Saved data entries:
::::

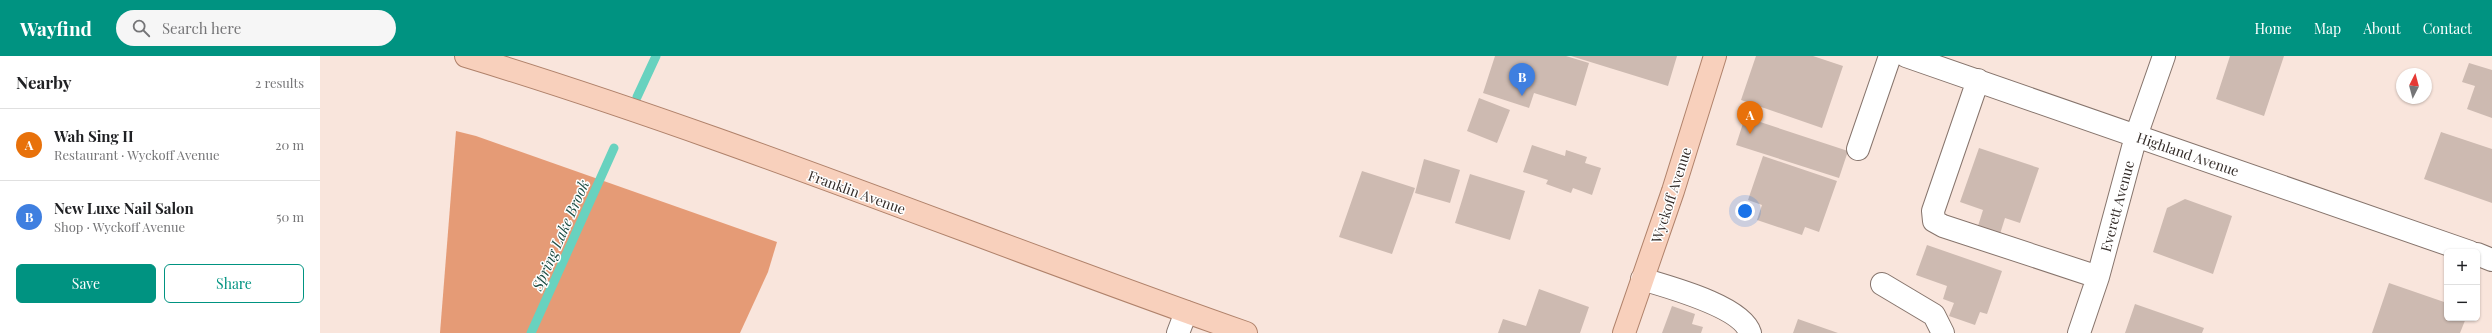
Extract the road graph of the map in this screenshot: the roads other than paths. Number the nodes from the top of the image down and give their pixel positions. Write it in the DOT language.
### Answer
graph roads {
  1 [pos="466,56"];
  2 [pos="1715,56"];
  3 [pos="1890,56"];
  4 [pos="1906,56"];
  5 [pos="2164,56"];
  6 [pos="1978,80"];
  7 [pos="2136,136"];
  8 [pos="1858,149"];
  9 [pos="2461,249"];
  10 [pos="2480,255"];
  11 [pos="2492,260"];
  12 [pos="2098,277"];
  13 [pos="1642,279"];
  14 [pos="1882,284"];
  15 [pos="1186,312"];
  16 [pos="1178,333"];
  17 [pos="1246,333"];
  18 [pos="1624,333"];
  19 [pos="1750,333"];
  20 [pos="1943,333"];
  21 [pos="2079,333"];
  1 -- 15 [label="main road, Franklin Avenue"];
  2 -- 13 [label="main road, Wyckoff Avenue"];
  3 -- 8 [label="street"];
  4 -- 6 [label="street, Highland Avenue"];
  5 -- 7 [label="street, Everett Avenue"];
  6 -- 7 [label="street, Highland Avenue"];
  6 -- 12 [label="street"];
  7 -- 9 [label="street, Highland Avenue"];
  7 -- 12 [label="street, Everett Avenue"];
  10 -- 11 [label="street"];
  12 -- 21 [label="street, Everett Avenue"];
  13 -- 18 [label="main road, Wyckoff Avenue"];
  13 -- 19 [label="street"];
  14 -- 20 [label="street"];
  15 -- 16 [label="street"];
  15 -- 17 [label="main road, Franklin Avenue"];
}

::::

# WHAT YOU ARE ASKED TO DO
Within the entries above, count the lines that include "Wyckoff". The answer is that number alone.

# REPLY
2